# what will eat fruit flies



## stewie m (Sep 16, 2009)

can i feed them to my fbts or whites thinking too small for whites 

want to start culters very soon but dont want to get dars till i now i can do them was woundering if i can feed them to my other frogs so i dont waste them


----------



## colinm (Sep 20, 2008)

Only the very smallest Fire Bellies will eat them,its not worth them expending energy to catch a fly the size of a pinhead.Whites,no way.
When are you getting your Dartfrogs?
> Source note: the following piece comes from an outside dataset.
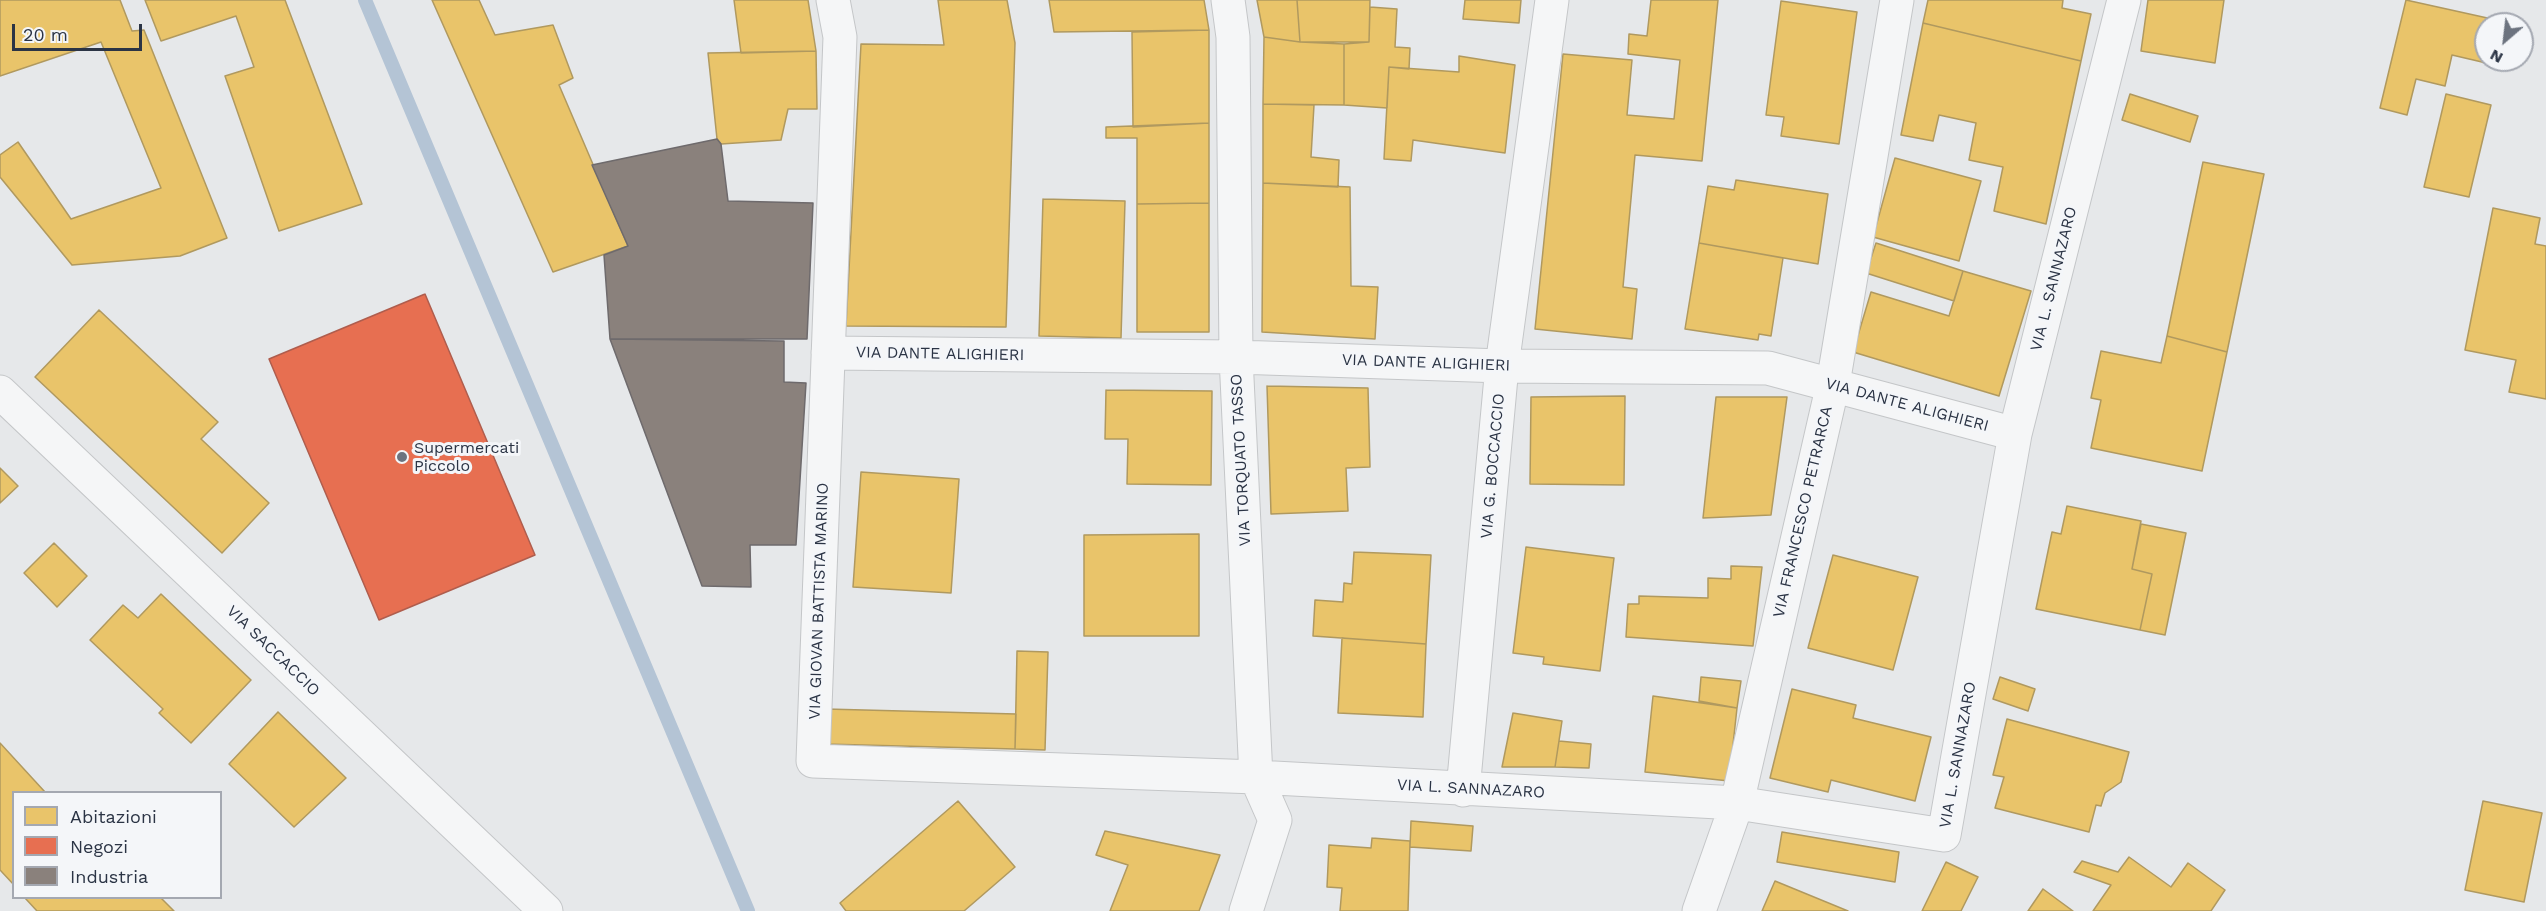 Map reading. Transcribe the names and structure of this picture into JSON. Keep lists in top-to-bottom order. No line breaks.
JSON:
{"streets":{"street":["VIA L. SANNAZARO","VIA DANTE ALIGHIERI","VIA TORQUATO TASSO","VIA G. BOCCACCIO","VIA FRANCESCO PETRARCA","VIA GIOVAN BATTISTA MARINO","VIA SACCACCIO"]},"crossings":[["VIA L. SANNAZARO","VIA DANTE ALIGHIERI"],["VIA L. SANNAZARO","VIA TORQUATO TASSO"],["VIA L. SANNAZARO","VIA G. BOCCACCIO"],["VIA L. SANNAZARO","VIA FRANCESCO PETRARCA"],["VIA L. SANNAZARO","VIA GIOVAN BATTISTA MARINO"],["VIA DANTE ALIGHIERI","VIA TORQUATO TASSO"],["VIA DANTE ALIGHIERI","VIA G. BOCCACCIO"],["VIA DANTE ALIGHIERI","VIA FRANCESCO PETRARCA"],["VIA DANTE ALIGHIERI","VIA GIOVAN BATTISTA MARINO"],["VIA TORQUATO TASSO","VIA GIOVAN BATTISTA MARINO"]],"places":["Supermercati Piccolo"],"legend":["Abitazioni","Negozi","Industria"],"scale_bar":"20 m","north":"bottom left"} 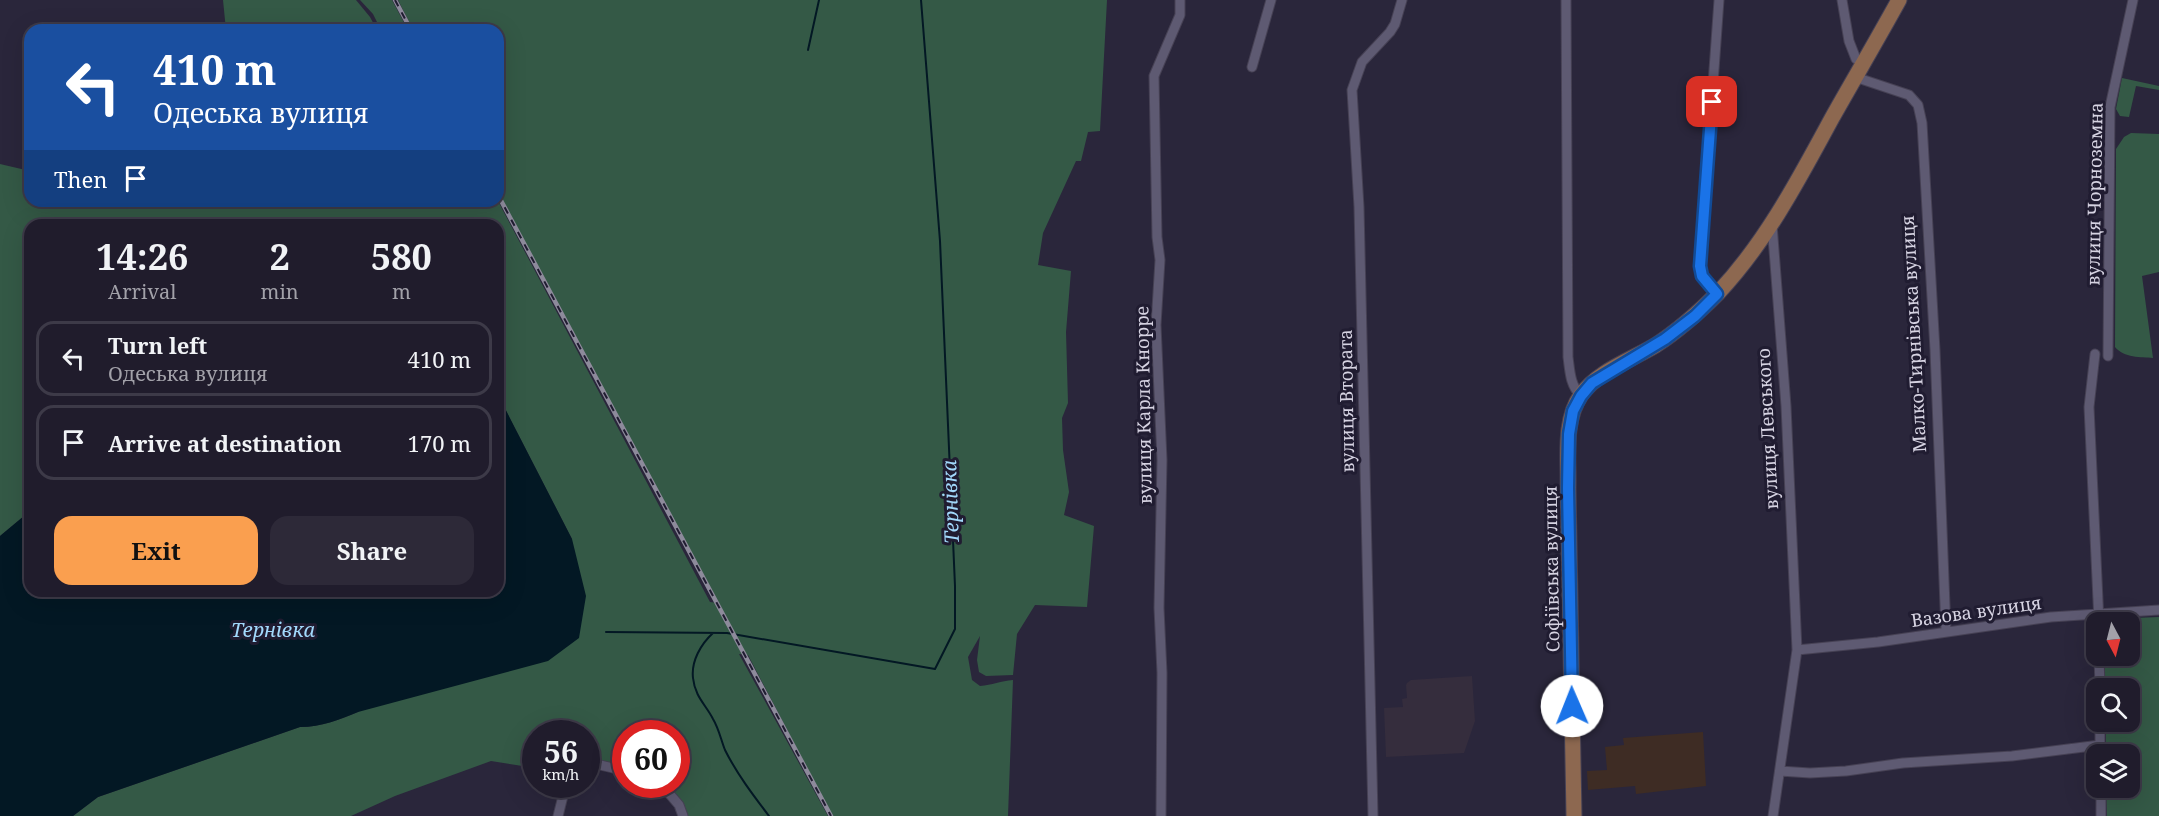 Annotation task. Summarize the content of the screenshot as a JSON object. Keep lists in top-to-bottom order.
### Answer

Fruitflies only take three to four weeks to culture at most.


----------



## Ron Magpie (Oct 11, 2009)

Fruit spiders.


----------



## sambridge15 (Nov 22, 2009)

id say its worth a try if not put em outside something will have them :lol2:


----------



## stewie m (Sep 16, 2009)

could put them in the pound for the fish and frogs i spose 

i just dont want darts till i no i can culter them ok


----------



## soundstounite (Sep 6, 2009)

absolutly guarantee,that the birds in you garden will use these,get em going Stew learn how to do it,also get them woods in and the springs,they both take longer to get going,and you needed them wood 2 month ago...trust me
Stu


----------



## stewie m (Sep 16, 2009)

will get them next week 

do i need to feed them or will they take care them selfs


----------



## soundstounite (Sep 6, 2009)

stewie m said:


> will get them next week
> 
> do i need to feed them or will they take care them selfs


 Even in a viv stu(without frogs) we feed tetramin/readybreak,our cultures we give a varied diet:mushrooms/readybreak/organic homegrown carrots and the tops tetra as above,collombia springtail food...er i think thats it,they dont want to be too wet and we also use leaflitter in the culture media. yeast they also like but be very careful as i killed our 2 best cultures with this,i am pretty sure it was down to a co2 build up,which is heavier than air so we suffocated them...months of work gone in 2 days...gutted!!!
Aww mate i wish you had got these when you started setting up the viv,they are so slow,oh and keep em warm ours are now at the top of the frogroom and going for it...GET IN
Stu


----------



## stewie m (Sep 16, 2009)

cant i just get a few tubs of woodys and springs and tip them in the viv what do i do about feeding them in the viv just put food in for them and carry on doing this wen i get the frogs 

or would i need to culter them


----------



## soundstounite (Sep 6, 2009)

stewie m said:


> cant i just get a few tubs of woodys and springs and tip them in the viv what do i do about feeding them in the viv just put food in for them and carry on doing this wen i get the frogs
> 
> or would i need to culter them


 Of course mate thats up to you but i reckon you will need cultures aswell thing is there are only so many feeders that can live in a viv so you might need to add extra,or lets say you will need to add extra,way better to not have to buys these,primarily because you want that wonga for other stuff,equally important though when you buy a culture one doesn't always know what one is getting for free:gasp:,and yep you can feed your cultures in the viv too,which will cause a localised build up of food,the frogs will find this,and then you will have to move your feed station,as the frogs will scoff your feeders,bits of yeast under a leaf can be good for this.
Stu


----------



## stewie m (Sep 16, 2009)

i was thinking of getting a coupl tubs putting them in and feeding them fish flaks for now get them going 

and get a culture or to going as well so i can top them up


----------